Ash Thorp, a regular in our blogs, is a pre-eminent concept artist currently working in television and feature films. Based on the West Coast, he has contributed to films such as Prometheus, Total Recall, X-Men First Class, and TV such as Person of Interest, and The Walking Dead. 

Hugely inspired by his love of anime and manga, we caught up with Ash to discuss his inspirations, and his team's amazing homage to Ghost In The Shell, ( starring alt-model Christine 'IDiivil' Adams ), and ask for his thoughts on the recently green-lit live-action version, starring the distinctly un-oriental Scarlett Johansson.

- Ash, what exactly does GHOST IN THE SHELL mean to you? You seem to be obsessed with it, in the way that suggests it is a remnant from childhood fandom.

Ghost in the Shell was a breakthrough in my childhood growing up.  I was introduced to the Anime first and it literally blew me away at a young, impressionable age.  Shortly after I discovered the Manga and became obsessed with the concepts and ideas that the property was built upon.  I think the first thing that I connected with was the art and visual design of the world.  As I grew up and my mind matured, I began to take in all the other subtle details of the story. As I rewatch it every few months, I get something new from the experience, and I think that is because I am in love with the big concepts that creator Masamune Shirow and his team built, that are just under the surface.

- At what point did it go from being a homage photoshoot ( as it was originally intended ), to an elaborate tribute and mock-title sequence?

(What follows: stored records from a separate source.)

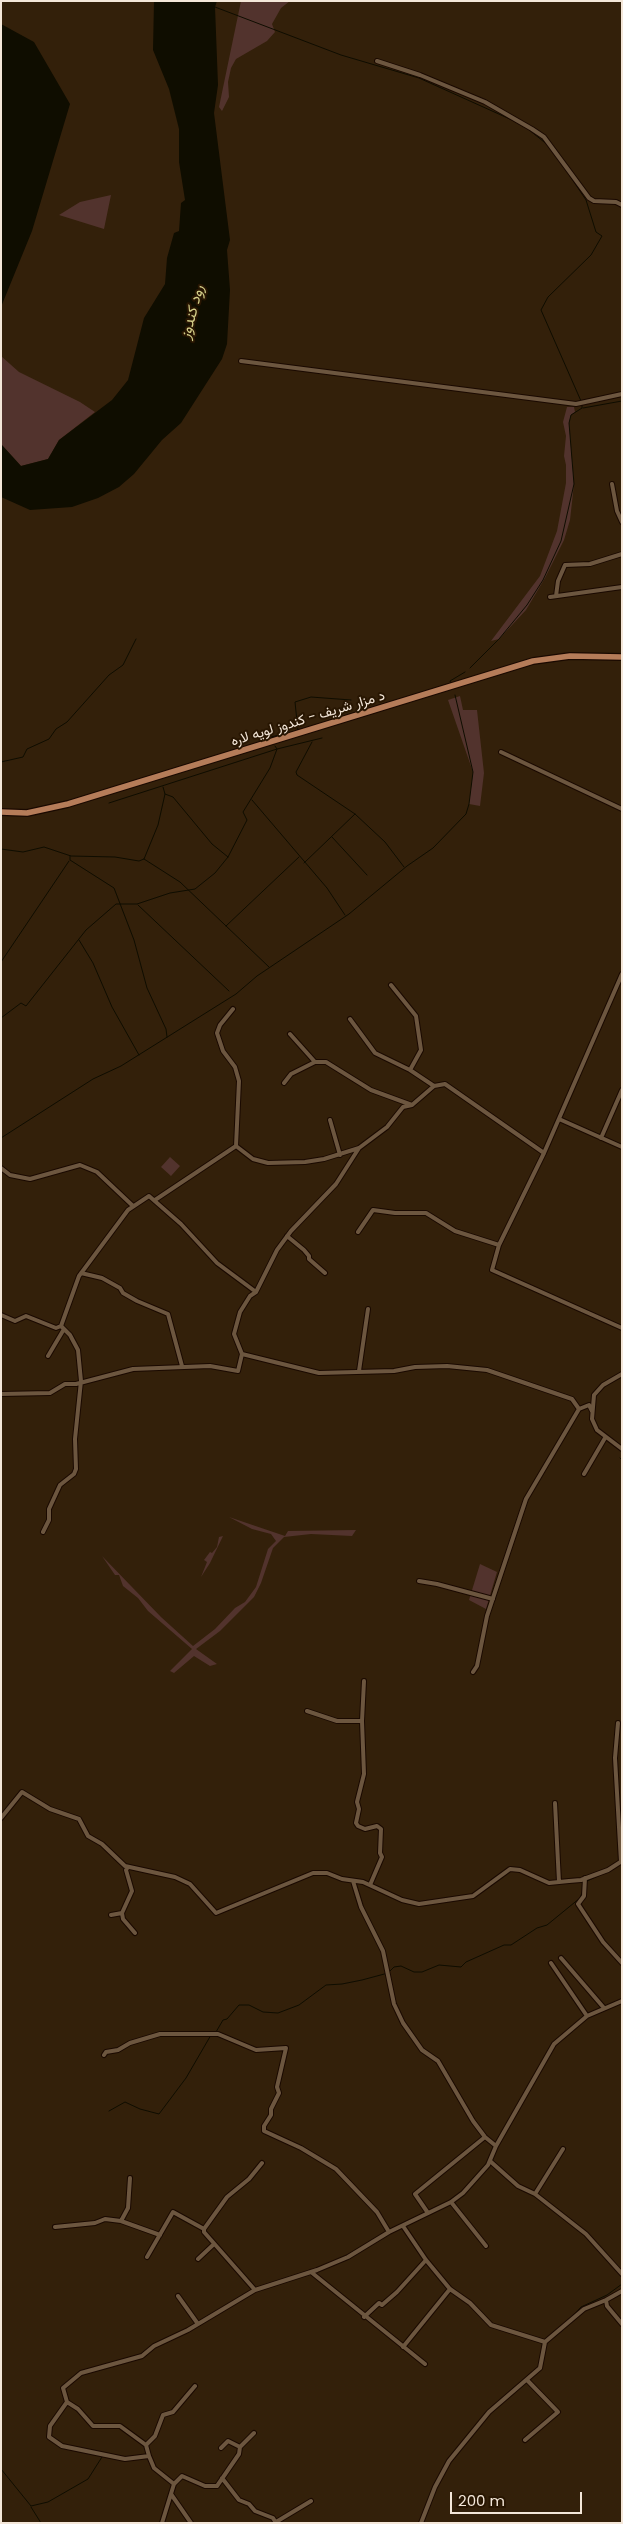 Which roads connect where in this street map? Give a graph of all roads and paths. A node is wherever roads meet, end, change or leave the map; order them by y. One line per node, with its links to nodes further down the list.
1 (377, 61): 2 (street)
2 (622, 205)
3 (241, 361): 4 (street)
4 (622, 394)
5 (612, 484): 6 (street)
6 (622, 522)
7 (622, 554): 9 (street)
8 (622, 587): 9 (street)
9 (556, 596): 10 (street)
10 (550, 597)
11 (622, 657): 14 (main road, د مزار شریف - کندوز لویه لاره)
12 (501, 752): 13 (street)
13 (622, 809)
14 (1, 812)
15 (622, 974): 26 (street)
16 (390, 985): 21 (street)
17 (233, 1009): 29 (street)
18 (350, 1019): 21 (street)
19 (290, 1034): 20 (street)
20 (315, 1062): 22 (street); 25 (street)
21 (410, 1070): 23 (street)
22 (284, 1083)
23 (434, 1086): 25 (street); 32 (street)
24 (622, 1090): 28 (street)
25 (412, 1105): 31 (street)
26 (559, 1119): 28 (street); 32 (street)
27 (330, 1120): 33 (street)
28 (601, 1138): 30 (street)
29 (236, 1146): 33 (street); 35 (street)
30 (622, 1147)
31 (359, 1148): 33 (street); 38 (street)
32 (544, 1153): 39 (street)
33 (340, 1155)
34 (1, 1168): 36 (street)
35 (155, 1200): 36 (street); 42 (street)
36 (133, 1206): 40 (street)
37 (358, 1232): 39 (street)
38 (287, 1236): 41 (street); 42 (street)
39 (499, 1245): 46 (street)
40 (81, 1273): 45 (street); 49 (street)
41 (325, 1273)
42 (256, 1292): 47 (street)
43 (368, 1310): 50 (street)
44 (1, 1315): 45 (street)
45 (63, 1328): 48 (street); 52 (street)
46 (622, 1328)
47 (242, 1354): 49 (street); 50 (street)
48 (48, 1356)
49 (182, 1366): 52 (street)
50 (359, 1372): 54 (street)
51 (622, 1374): 55 (street)
52 (81, 1381): 53 (street); 59 (street)
53 (1, 1394)
54 (579, 1409): 55 (street); 61 (street)
55 (592, 1411): 56 (street)
56 (605, 1438): 57 (street); 58 (street)
57 (622, 1449)
58 (584, 1474)
59 (43, 1532)
60 (419, 1581): 61 (street)
61 (493, 1599): 62 (street)
62 (473, 1672)
63 (364, 1681): 65 (street)
64 (307, 1711): 65 (street)
65 (362, 1721): 74 (street)
66 (618, 1724): 69 (street)
67 (555, 1803): 73 (street)
68 (1, 1818): 70 (street)
69 (622, 1862): 71 (street)
70 (128, 1867): 72 (street); 75 (street)
71 (585, 1878): 73 (street); 80 (street)
72 (353, 1881): 74 (street); 85 (street)
73 (559, 1882): 74 (street)
74 (370, 1885)
75 (122, 1913): 76 (street); 77 (street)
76 (111, 1915)
77 (134, 1933)
78 (561, 1958): 82 (street)
79 (552, 1963): 83 (street)
80 (622, 1963)
81 (622, 2001): 82 (street)
82 (604, 2008): 83 (street)
83 (587, 2016): 86 (street)
84 (104, 2055): 98 (street)
85 (485, 2137): 86 (street); 93 (street)
86 (496, 2146): 88 (street)
87 (563, 2149): 91 (street)
88 (490, 2160): 91 (street); 92 (street)
89 (262, 2163): 97 (street)
90 (130, 2178): 94 (street)
91 (535, 2194): 106 (street)
92 (451, 2202): 93 (street); 101 (street)
93 (428, 2213): 95 (street)
94 (121, 2221): 96 (street); 99 (street)
95 (403, 2226): 98 (street); 104 (street)
96 (55, 2227)
97 (204, 2229): 99 (street); 100 (street)
98 (389, 2232): 105 (street)
99 (160, 2235): 102 (street)
100 (214, 2244): 103 (street); 108 (street)
101 (486, 2246)
102 (147, 2257)
103 (198, 2259)
104 (426, 2260): 107 (street); 112 (street)
105 (311, 2272): 108 (street); 112 (street)
106 (622, 2274)
107 (450, 2289): 115 (street); 116 (street)
108 (255, 2290): 113 (street)
109 (622, 2290): 111 (street)
110 (178, 2296): 113 (street)
111 (606, 2300): 114 (street); 115 (street)
112 (364, 2317): 116 (street)
113 (198, 2324): 120 (street)
114 (622, 2324)
115 (545, 2342): 118 (street)
116 (402, 2347): 117 (street)
117 (425, 2364)
118 (527, 2380): 122 (street); 134 (street)
119 (195, 2386): 123 (street)
120 (67, 2402): 123 (street); 126 (street)
121 (254, 2433): 124 (street)
122 (524, 2440)
123 (146, 2445): 126 (street)
124 (240, 2447): 125 (street); 127 (street)
125 (221, 2448)
126 (149, 2456): 128 (street)
127 (222, 2478): 128 (street); 131 (street)
128 (174, 2484): 129 (street)
129 (171, 2494): 132 (street); 133 (street)
130 (311, 2501): 131 (street)
131 (276, 2522)
132 (162, 2523)
133 (191, 2523)
134 (421, 2523)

I think the moment I came home from the photoshoot I realized the level that we had to take things.  Tim ( - Tadder, the project's photographer ) had captured such powerful images that I only wanted to honor them by doing the best work we could, moving forward.

- It seems like colleagues from all over the world pitched in their talents. How long did it take to put together?

This project felt like it took many years but in fact I think from the first email Filipe ( -Carvalho, art director and designer ) and I exchanged about taking this task on until the final release was about 14 months total.  It was extremely intense at times.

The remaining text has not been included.